The soft truth about hard skills
What makes a skill useful to your long-term career?

My biggest fear growing up was that I would end up useless.
I couldn’t see why anyone would pay me, of all people, for doing things. I didn’t feel like I knew anything particularly useful. What if I wouldn’t be able to earn any money? What if I would end up a drifting outcast ?
Very rarely did I share these worries as a child, as I assumed people would laugh. That adults would find it funny, and other kids would think I’m weird. This gut feeling was probably spot on, given how people get called “entitled” for daring to voice hopes and fears about jobs.
What’s odd, though, is that traditional advice (suck it up, buckle down) hasn’t been particularly helpful. The economy’s been changing so fast, with jobs either materially changing or outright vanishing. It seems few people can count on doing what they do for a living today, the way they do it today, in ten years’ time.
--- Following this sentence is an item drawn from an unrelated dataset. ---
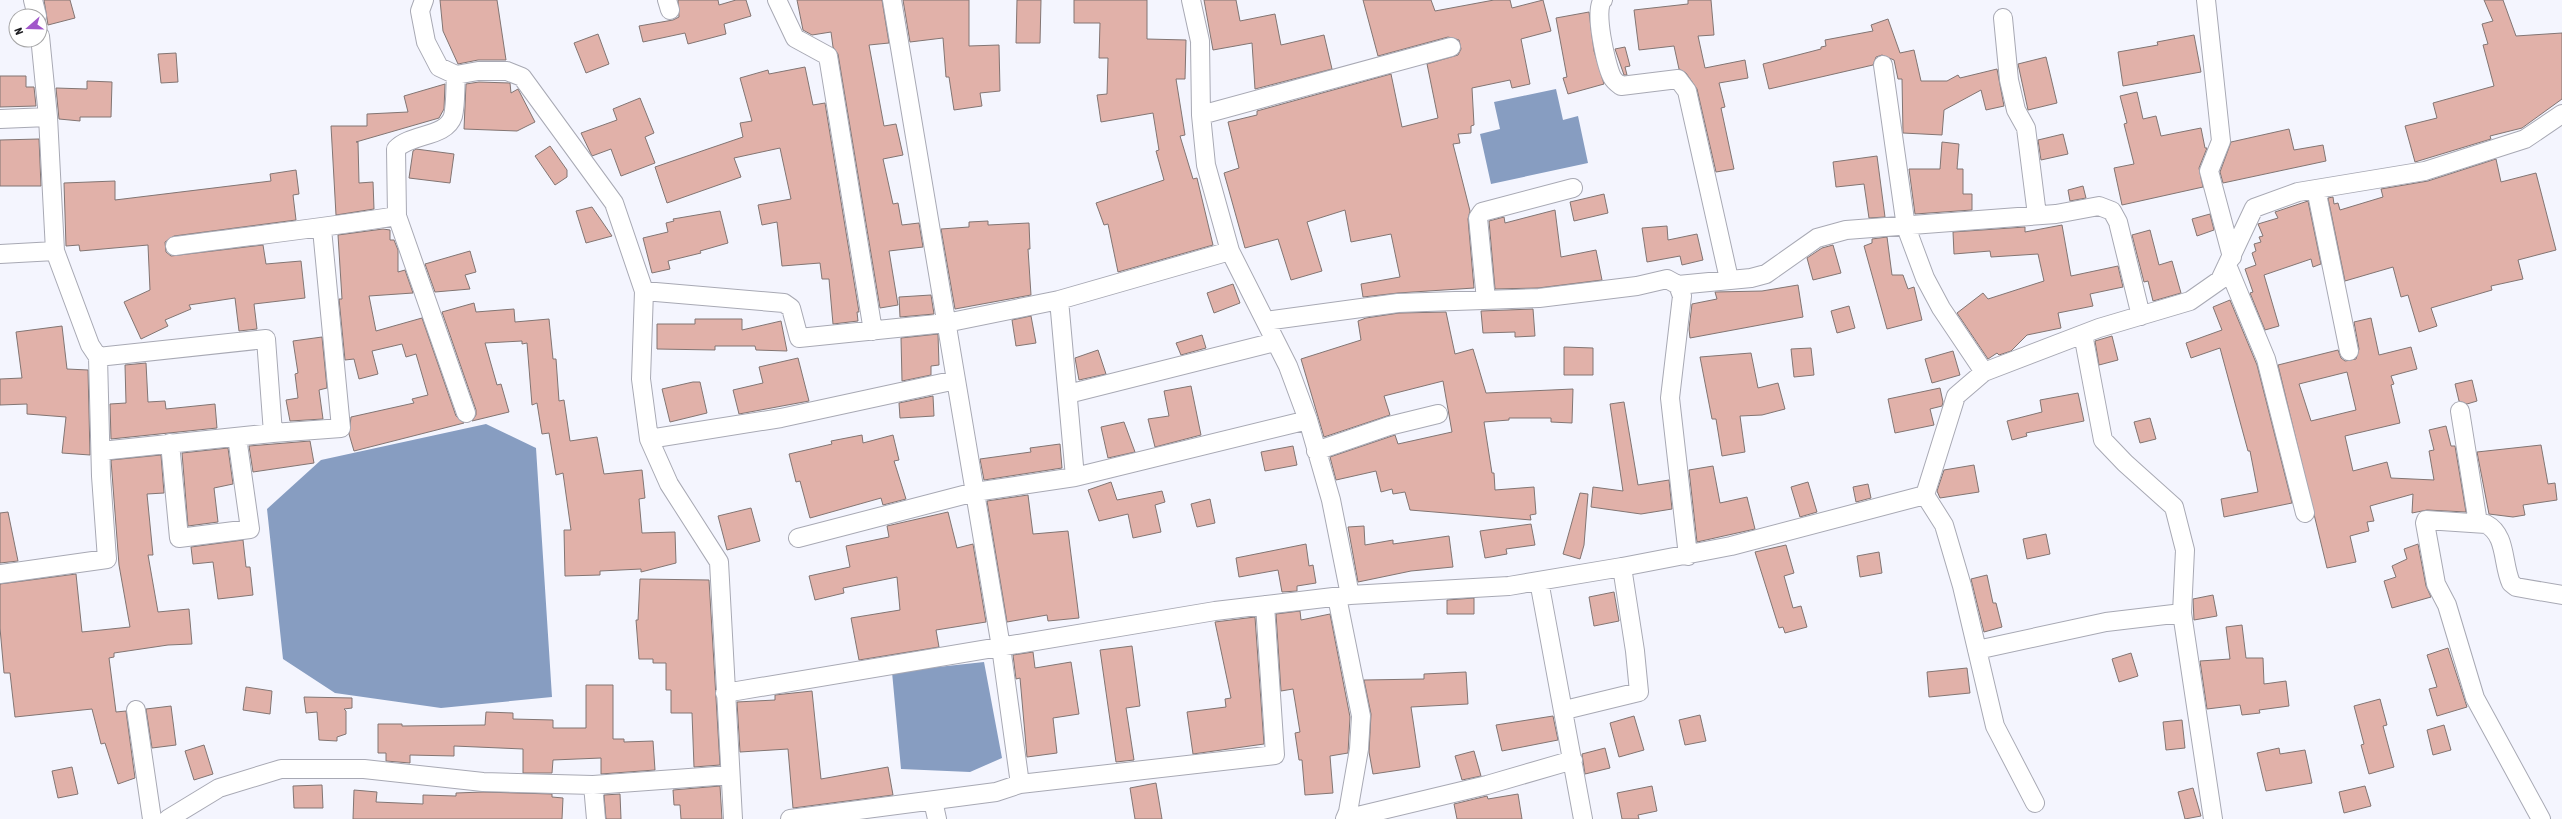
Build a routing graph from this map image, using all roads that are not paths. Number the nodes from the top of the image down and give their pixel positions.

Economic resilience is the term used for the capacity of an economy to resist a shock and rapidly recover to previous growth levels and above. I’m no economist, but it’s clear that improving personal economic resilience is incredibly important to anyone with decades of work ahead of them.
And if ‘just doing what you’re told’ isn’t helping you achieve economic resilience, the only thing left is finding a way to keep getting better. Since nobody wants to get better at things they hate, this leaves us with finding what’s both fun for you and that adds long-lasting value to others.
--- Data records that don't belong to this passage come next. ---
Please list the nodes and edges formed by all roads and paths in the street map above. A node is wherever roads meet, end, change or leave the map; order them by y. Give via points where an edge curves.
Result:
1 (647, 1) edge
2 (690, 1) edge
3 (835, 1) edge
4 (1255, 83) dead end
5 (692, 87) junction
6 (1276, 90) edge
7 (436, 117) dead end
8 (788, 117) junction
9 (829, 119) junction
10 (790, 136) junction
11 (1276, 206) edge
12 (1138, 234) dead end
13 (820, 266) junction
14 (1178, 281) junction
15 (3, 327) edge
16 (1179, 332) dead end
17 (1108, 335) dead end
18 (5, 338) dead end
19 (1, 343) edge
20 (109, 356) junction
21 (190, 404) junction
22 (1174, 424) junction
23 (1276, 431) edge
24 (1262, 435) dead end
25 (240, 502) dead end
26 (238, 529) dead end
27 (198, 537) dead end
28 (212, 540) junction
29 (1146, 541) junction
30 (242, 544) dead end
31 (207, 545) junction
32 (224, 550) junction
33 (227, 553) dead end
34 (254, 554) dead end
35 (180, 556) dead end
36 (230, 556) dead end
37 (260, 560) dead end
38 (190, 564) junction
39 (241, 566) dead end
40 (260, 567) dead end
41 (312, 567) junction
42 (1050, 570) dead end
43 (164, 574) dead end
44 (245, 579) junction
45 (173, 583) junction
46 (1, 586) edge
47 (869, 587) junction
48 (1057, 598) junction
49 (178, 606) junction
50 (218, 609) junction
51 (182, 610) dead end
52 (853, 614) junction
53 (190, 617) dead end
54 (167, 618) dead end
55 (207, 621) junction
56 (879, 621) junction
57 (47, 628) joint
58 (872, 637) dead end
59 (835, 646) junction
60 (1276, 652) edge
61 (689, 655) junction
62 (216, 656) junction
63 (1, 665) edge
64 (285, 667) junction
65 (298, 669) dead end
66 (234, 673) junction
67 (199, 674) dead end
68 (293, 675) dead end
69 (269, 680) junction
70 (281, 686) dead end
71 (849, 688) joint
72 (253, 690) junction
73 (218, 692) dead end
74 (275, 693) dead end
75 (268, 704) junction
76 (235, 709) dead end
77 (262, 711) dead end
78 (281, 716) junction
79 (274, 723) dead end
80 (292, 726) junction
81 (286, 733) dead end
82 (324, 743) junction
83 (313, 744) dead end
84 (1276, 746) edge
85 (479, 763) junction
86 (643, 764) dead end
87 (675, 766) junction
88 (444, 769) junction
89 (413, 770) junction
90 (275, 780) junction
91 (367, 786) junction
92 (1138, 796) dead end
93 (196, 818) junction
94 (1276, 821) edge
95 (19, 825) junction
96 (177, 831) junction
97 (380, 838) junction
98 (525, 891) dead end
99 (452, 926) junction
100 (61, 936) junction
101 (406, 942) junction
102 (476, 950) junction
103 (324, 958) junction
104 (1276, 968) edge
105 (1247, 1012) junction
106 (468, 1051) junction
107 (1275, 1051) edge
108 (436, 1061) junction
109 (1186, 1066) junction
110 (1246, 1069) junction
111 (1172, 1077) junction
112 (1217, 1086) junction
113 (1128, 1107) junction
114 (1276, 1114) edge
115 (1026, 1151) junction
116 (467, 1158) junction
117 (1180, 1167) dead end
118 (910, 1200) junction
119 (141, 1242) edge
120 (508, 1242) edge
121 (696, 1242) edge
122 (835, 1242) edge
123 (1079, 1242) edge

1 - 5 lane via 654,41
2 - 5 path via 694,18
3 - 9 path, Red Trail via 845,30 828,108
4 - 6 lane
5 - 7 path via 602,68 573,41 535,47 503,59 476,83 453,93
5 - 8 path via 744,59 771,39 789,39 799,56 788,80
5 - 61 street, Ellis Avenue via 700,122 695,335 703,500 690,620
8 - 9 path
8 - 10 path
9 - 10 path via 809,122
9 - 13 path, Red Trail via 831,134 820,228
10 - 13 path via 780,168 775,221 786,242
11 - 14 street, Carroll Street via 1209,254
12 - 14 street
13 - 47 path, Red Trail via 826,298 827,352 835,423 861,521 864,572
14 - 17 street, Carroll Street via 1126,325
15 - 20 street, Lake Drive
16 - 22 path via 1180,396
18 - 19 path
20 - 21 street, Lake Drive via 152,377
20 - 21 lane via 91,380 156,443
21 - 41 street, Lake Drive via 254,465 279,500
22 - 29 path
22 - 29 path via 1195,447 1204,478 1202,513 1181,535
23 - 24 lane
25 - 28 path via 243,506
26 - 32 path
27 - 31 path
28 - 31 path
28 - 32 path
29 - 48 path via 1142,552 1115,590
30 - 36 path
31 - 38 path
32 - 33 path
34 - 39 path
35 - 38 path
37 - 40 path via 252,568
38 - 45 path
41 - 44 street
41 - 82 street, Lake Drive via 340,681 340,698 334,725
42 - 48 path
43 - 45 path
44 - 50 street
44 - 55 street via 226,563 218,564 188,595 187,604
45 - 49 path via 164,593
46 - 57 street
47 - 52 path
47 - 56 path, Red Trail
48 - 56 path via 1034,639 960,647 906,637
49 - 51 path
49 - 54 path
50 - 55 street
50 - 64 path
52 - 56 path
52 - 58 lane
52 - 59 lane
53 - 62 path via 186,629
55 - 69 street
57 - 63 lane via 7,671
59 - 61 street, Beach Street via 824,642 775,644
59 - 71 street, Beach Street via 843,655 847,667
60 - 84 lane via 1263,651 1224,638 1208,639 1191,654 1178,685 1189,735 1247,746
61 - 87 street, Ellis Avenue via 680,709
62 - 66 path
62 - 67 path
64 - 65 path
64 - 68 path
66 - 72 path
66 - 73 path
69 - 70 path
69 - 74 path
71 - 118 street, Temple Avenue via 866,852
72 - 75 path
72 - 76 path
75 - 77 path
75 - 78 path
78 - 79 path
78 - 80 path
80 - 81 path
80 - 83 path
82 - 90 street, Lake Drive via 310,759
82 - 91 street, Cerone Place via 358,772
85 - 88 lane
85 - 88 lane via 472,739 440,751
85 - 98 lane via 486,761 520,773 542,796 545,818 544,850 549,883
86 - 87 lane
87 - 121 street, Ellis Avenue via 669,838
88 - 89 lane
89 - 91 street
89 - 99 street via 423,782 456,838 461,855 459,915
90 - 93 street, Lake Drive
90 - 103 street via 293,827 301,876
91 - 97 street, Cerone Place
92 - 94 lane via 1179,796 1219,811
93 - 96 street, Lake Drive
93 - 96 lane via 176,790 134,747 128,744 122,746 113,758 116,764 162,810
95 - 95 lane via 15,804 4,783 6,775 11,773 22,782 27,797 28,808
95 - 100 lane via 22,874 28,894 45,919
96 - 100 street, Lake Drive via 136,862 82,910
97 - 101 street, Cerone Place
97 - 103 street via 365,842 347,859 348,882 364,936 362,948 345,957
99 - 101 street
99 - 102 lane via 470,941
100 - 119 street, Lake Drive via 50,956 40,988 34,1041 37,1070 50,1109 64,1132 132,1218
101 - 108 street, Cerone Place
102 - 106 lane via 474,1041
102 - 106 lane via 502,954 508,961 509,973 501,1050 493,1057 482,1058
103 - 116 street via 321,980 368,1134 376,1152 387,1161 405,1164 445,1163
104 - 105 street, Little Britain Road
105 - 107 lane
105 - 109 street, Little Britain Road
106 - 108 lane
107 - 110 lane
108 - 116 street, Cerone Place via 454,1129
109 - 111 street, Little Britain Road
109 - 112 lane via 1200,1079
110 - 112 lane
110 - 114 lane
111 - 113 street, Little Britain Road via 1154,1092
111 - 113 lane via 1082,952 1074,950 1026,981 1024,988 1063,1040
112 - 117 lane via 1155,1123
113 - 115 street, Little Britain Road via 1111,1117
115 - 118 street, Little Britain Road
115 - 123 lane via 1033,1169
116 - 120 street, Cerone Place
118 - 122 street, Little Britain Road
Just look at Warren Buffet, who can do whatever he likes, and who chooses to read 500 pages a day. Like interest, he says, knowledge compounds. The more you’ll learn, the more you’ll earn.
Whether those earning come from a job or a business hardly matters. Either way, economic resilience is very much about gaining new skills that you can enjoy practicing.
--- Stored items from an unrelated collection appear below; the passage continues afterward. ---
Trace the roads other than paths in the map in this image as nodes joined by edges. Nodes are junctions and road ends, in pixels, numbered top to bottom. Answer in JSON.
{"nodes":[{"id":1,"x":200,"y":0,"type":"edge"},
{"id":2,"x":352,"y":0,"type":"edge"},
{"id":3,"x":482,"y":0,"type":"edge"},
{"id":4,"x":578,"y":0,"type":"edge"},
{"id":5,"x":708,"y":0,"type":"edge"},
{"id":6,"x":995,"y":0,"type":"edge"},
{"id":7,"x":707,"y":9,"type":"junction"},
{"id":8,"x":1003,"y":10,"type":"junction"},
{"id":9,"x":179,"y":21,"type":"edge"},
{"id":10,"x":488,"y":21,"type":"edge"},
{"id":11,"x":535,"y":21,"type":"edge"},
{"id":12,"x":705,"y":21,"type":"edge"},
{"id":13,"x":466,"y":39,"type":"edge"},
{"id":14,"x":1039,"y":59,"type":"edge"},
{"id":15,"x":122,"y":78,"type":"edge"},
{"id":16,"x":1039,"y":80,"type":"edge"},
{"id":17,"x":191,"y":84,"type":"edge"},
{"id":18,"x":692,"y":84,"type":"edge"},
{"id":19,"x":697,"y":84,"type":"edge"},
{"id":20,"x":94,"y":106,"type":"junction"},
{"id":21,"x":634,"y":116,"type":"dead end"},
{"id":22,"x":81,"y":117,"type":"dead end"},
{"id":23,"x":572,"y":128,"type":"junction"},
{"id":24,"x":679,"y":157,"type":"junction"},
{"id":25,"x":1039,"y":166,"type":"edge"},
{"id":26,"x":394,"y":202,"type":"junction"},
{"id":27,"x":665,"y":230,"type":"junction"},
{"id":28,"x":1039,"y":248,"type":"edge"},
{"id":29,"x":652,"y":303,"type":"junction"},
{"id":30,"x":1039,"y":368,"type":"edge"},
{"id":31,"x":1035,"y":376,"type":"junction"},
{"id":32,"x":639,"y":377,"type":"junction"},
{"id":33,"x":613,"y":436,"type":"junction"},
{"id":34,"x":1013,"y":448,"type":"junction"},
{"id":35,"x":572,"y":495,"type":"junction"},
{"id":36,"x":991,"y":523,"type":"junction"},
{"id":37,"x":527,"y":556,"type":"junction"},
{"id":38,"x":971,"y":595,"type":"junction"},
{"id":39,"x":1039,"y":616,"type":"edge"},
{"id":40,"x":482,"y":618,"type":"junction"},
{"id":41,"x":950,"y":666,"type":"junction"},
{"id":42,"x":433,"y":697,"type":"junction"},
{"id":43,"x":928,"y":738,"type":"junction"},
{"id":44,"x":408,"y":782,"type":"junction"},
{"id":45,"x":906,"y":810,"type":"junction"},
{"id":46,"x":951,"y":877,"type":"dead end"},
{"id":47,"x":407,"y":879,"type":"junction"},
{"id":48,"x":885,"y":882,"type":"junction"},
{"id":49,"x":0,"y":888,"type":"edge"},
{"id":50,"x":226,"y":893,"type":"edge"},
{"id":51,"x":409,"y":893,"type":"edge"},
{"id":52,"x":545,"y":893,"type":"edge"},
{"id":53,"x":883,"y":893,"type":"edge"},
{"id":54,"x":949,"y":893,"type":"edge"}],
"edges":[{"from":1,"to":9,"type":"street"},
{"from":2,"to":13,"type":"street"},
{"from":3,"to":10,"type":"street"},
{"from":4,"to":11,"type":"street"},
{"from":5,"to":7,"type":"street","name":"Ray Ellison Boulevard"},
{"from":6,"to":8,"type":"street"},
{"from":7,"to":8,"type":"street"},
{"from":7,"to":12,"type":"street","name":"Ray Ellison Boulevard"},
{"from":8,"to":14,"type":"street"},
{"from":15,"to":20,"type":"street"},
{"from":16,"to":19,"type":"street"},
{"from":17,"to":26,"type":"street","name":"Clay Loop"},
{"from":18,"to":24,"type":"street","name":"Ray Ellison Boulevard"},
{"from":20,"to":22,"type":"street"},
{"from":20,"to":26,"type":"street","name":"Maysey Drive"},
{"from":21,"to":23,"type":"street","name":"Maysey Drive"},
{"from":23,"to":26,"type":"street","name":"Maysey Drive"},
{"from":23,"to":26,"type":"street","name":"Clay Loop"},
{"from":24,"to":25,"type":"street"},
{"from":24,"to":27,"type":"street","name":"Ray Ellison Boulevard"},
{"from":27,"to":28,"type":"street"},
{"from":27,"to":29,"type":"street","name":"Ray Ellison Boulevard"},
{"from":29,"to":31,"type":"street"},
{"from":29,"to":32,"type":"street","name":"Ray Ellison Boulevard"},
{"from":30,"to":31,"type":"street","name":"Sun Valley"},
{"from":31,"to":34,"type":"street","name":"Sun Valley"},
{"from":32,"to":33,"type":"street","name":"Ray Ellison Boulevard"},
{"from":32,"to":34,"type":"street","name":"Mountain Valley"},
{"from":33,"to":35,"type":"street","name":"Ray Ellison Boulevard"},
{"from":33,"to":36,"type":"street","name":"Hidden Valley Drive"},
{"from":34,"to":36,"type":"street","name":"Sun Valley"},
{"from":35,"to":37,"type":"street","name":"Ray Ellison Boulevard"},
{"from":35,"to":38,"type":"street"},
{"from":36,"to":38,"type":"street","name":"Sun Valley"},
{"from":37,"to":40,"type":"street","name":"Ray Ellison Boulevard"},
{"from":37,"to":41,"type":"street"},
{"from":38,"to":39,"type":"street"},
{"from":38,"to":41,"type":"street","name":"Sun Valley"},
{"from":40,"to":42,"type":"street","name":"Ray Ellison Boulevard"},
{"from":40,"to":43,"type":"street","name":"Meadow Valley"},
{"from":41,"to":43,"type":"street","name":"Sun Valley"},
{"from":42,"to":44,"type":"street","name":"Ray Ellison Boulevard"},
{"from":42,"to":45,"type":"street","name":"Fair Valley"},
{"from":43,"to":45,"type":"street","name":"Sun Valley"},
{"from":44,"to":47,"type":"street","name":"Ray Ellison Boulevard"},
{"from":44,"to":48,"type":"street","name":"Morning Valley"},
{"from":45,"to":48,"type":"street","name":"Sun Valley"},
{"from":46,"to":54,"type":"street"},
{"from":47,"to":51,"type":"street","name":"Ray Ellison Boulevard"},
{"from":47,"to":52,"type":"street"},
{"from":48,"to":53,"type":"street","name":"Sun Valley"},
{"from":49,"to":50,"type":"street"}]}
Here’s the problem with new: people don’t like new. In fact, most people hate new. New is uncomfortable. New means you’re back to your first day of school. New means you’ll probably fail at first, except baby steps are for babies, and you’re an adult who’s actually seen things and done stuff.

No, better than new is Like-New.
Like-New is really stuff you kind of know, but in a shiny wrapper. It’s tweaking your knowledge base at the margin. It feels good, you’re reading and absorbing, but it doesn’t accumulate to any meaningful shift in abilities. If it’s December and what you can do looks a lot like what you could do back in January — that’s a lot of Like-New learning.
One way to think about Like-New skills, is by imagining a factory floor. A guy working one machine can learn to operate a different one. But most of the value in machine-operating skills is conditional on the existence of a factory.
Like-New doesn’t build economic resilience.
The best investment in yourself is learning how to pick up new, genuinely new, skills. Which ones though?
For starters, if you try something and it makes you absolutely miserable, just stop. No matter the prestige, it just isn’t for you. Just make sure it’s not fear or embarrassment that’s keeping you from trying.
Still, with so many options, you still need a way to tell what makes a skill worthy of your time. I believe it boils down to three criteria a skill needs to meet:
1. It should be rare
This is purely due to supply and demand. A market that’s over-supplied will inevitably value a service less. Of course, rarity is always relative to demand: there aren’t that many unicycle riders out there, but the skill doesn’t command an explosive pay because no one but circuses needs it.
2. It should be impactful
There are lots of things you can learn to do that make your personal life better. Skills like cooking and cleaning, for example, can make a huge positive impact on your personal well-being.
But for the purposes of economic resilience, it matters how much of an impact a skill can make on other people’s lives. Sometimes it’s the same things you like to do anyhow, just applied differently: Writing in your private diary, you’re only influencing yourself; writing for an audience, the very same thoughts can influence many.
3. It should be evidently transferable
It’s easy to see why a transferable skill would be valuable, since it doesn’t bind you to a specific setting. Except, people often use the same words to describe completely different things, and over time we begin to question what that word actually means.
For example, Bob and Mary might both say they’re in sales, except Mary sells software solutions to large corporations and Bob sells vegan sushi at a downtown popup.
The easiest way for two people to agree that they think of a skill similarly is through social proof. If Bob points to securing a corporate client for his veggie rolls, it established common grounds with Mary.
Rare. Impactful. Evidently Transferable. That’s the acid test.